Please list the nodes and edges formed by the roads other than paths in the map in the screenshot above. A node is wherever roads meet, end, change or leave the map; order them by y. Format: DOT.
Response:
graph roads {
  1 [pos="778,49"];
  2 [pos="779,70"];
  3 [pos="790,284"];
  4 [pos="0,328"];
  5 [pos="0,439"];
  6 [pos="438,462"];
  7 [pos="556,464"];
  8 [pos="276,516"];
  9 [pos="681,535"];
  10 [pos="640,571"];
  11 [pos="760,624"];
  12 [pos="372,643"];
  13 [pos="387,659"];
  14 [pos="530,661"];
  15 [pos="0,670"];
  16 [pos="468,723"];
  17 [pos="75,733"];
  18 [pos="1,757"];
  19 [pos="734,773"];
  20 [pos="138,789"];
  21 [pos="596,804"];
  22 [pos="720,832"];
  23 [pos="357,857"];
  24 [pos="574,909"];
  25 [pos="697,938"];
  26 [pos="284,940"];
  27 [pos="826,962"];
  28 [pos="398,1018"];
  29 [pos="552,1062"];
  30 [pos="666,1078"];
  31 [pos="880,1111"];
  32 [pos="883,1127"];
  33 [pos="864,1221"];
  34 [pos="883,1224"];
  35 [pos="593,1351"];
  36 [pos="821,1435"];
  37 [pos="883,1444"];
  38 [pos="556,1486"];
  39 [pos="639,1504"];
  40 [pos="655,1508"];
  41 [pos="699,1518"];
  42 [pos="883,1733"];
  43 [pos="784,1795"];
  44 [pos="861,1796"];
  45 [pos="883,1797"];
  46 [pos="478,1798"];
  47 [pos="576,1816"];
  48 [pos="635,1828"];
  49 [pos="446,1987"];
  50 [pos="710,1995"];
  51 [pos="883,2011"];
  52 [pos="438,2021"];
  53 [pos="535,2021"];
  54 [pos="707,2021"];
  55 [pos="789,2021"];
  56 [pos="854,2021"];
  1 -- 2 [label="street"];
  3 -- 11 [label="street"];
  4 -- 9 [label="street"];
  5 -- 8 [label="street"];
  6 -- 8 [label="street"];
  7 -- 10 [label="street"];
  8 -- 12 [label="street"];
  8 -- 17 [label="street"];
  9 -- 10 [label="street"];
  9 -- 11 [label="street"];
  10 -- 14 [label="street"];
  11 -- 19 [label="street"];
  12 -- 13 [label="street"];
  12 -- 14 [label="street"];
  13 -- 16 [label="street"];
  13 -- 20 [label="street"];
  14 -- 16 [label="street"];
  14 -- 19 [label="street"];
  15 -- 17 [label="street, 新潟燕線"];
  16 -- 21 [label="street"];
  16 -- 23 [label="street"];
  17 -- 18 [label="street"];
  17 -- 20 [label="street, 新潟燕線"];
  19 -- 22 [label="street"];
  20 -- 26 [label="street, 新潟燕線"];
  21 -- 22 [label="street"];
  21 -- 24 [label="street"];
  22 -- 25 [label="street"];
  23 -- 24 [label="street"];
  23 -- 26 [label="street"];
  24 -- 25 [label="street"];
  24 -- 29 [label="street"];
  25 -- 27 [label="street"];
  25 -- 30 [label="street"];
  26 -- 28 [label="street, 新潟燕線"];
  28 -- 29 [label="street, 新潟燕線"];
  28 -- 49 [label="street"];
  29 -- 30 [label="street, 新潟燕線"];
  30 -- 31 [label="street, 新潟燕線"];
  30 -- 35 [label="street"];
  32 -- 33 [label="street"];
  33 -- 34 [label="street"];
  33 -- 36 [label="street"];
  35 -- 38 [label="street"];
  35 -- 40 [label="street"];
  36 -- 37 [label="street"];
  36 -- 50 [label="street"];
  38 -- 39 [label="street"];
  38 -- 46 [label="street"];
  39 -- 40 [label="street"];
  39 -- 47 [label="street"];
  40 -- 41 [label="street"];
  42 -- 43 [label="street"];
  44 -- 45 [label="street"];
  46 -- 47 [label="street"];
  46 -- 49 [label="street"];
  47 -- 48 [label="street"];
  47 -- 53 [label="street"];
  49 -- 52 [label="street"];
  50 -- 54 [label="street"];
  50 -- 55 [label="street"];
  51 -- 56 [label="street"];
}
==========
▶ **GOAL OF THE EXERCISE**
Reproduce each line of the records in which the string "roads" appears.

▶ **RESULT BELOW**
Please list the nodes and edges formed by the roads other than paths in the map in the screenshot above. A node is wherever roads meet, end, change or leave the map; order them by y. Format: DOT.
graph roads {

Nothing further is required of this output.